Monday, February 6, 2012

Super Bowl sentimentality

I don’t normally look forward to the Super Bowl. It’s not that I lack affection for the Patriots; it’s the sport of football itself that leaves me indifferent.

But this year I found myself looking forward to the Big Sunday. Sometimes it takes a few years of repetition before I begin to recognize a ritual for what it is, but for the past five years or so, we’ve watched the game at the same house, attending a party that seems to double in size every year.

And although big parties aren’t always my favorite place to be, this one is special because the guest list is loosely centered around the families of Tim’s wide circle of casual friends: the boys with whom he’s played baseball, sat in class, played at recess, and attended birthday parties for the past seven years or so.

It’s a group of people – parents and kids alike – whom I generally really like. But more than that, this year for the first time I began to sense how transient this ritual might well turn out to be. Our boys have all hung out together or at least attended school and played on teams together over the past several years, but that probably won’t last too much longer. In another two years, they’ll start high school; those who go to the public high school will attend classes with three times as many kids from the neighboring town as from their own, and some will go to private schools nearby or even off to boarding school. They’ll still be happy to see each other and maybe they’ll become part of Carlisle’s traditional day-after-Thanksgiving soccer game, an event that typically draws together old friends after they’ve gone off to college. But this particular group of fifteen or twenty boys won’t make up Tim’s daily peer set anymore, and their parents won’t be such a regular part of my life either.

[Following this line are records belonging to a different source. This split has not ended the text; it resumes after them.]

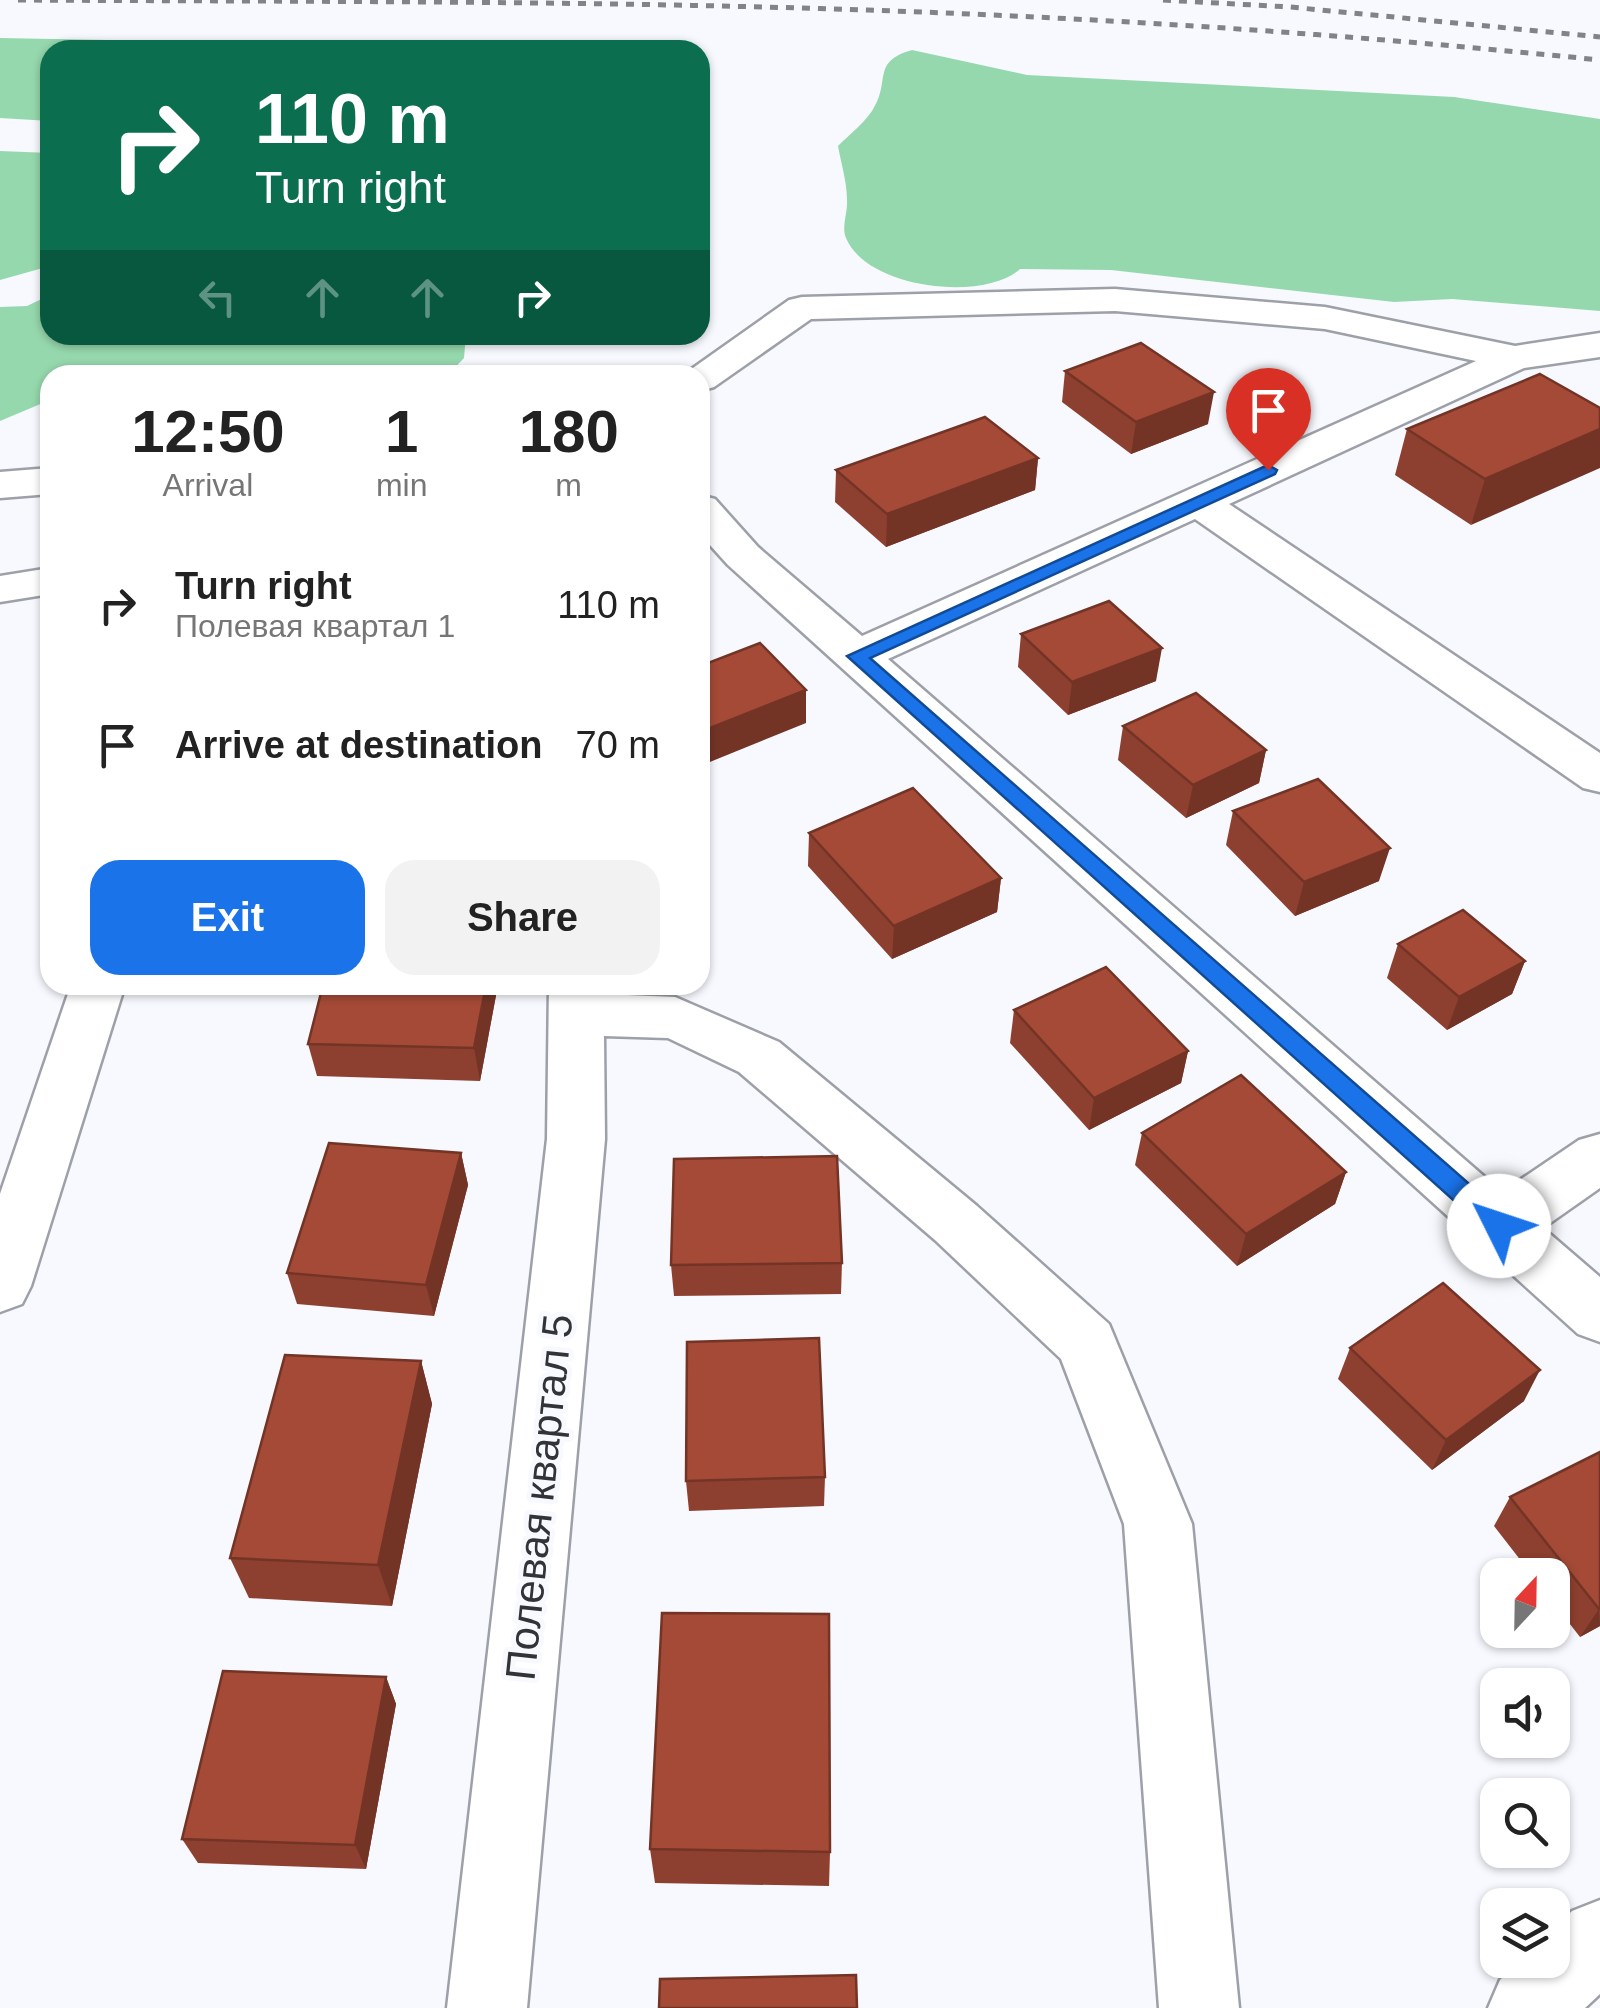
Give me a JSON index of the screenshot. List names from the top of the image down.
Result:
{
  "streets": {
    "street": ["Полевая квартал 5"]
  },
  "north": "top",
  "page": {
    "turn": ["110 m", "Turn right"],
    "eta": [
      "12:50",
      "Arrival",
      "1",
      "min",
      "180",
      "m"
    ],
    "list": [
      {
        "name": "Turn right",
        "note": "Полевая квартал 1",
        "value": "110 m"
      },
      {
        "name": "Arrive at destination",
        "value": "70 m"
      }
    ],
    "buttons": ["Exit", "Share"]
  }
}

I find that hard to face, but in a way this sentiment is very much in keeping with how I’ve been feeling ever since the start of the school year: Everything is perfect so please stop the clock right now. Both of the kids are happy and well-adjusted, with a healthy mix of social, recreational and academic interests. Holly is finally past the mercurial stages that can make the early years of school difficult; Tim isn’t yet thinking about SAT scores or learning to drive. This, right now, fourth and seventh grade, this is perfect. This is where I would freeze us, if I could.

And so as I began coring peppers and mixing filling for the tray of chilis rellenos I was bringing to the Super Bowl party, I thought of the other parents whose presence in my life I had taken for granted for so long: from the sometimes-hilarious, sometimes-tedious days of toddler playgroups, to the continuous birthday party circuit of their early grade school years, to the spring and summer baseball games at which we spend so much time gabbing. Even as I recognized all the specific privileges that my parenting circumstances afforded me – a friendly and safe community full of like-minded families with similar priorities – I indulged once in a while in twinges of boredom, admitting to myself if no one else that I’d rather be reading a book or working on an article than attending another library sing-along.

And yet as with so many things, the awareness that it won’t in fact last forever is finally making me appreciate it. Tim will probably always have friends, but not these friends; I’ll always have other parents to share the parenting experience with, but not these same couples I’ve known for almost a decade. The boys will grow apart and so will we. Even now, the boys hang out after school at the library or the general store or the soccer field on their own, so we parents don’t spend as much time gathered together watching them play. Soon we’ll see even less of each other, and that realization makes me sorry.

So this year I headed off to the Super Bowl party with something I didn’t usually take along: a sense of anticipation. I was looking forward to seeing all those other adults whom I see less now than I used to. Tempis fugit, in this situation as in all others. I don’t know how many more years this particular party will happen for, or who will attend in future years. This time, I’m looking forward to all those familiar faces. We grow older as the boys grow up, and it’s good to be spending time together once again.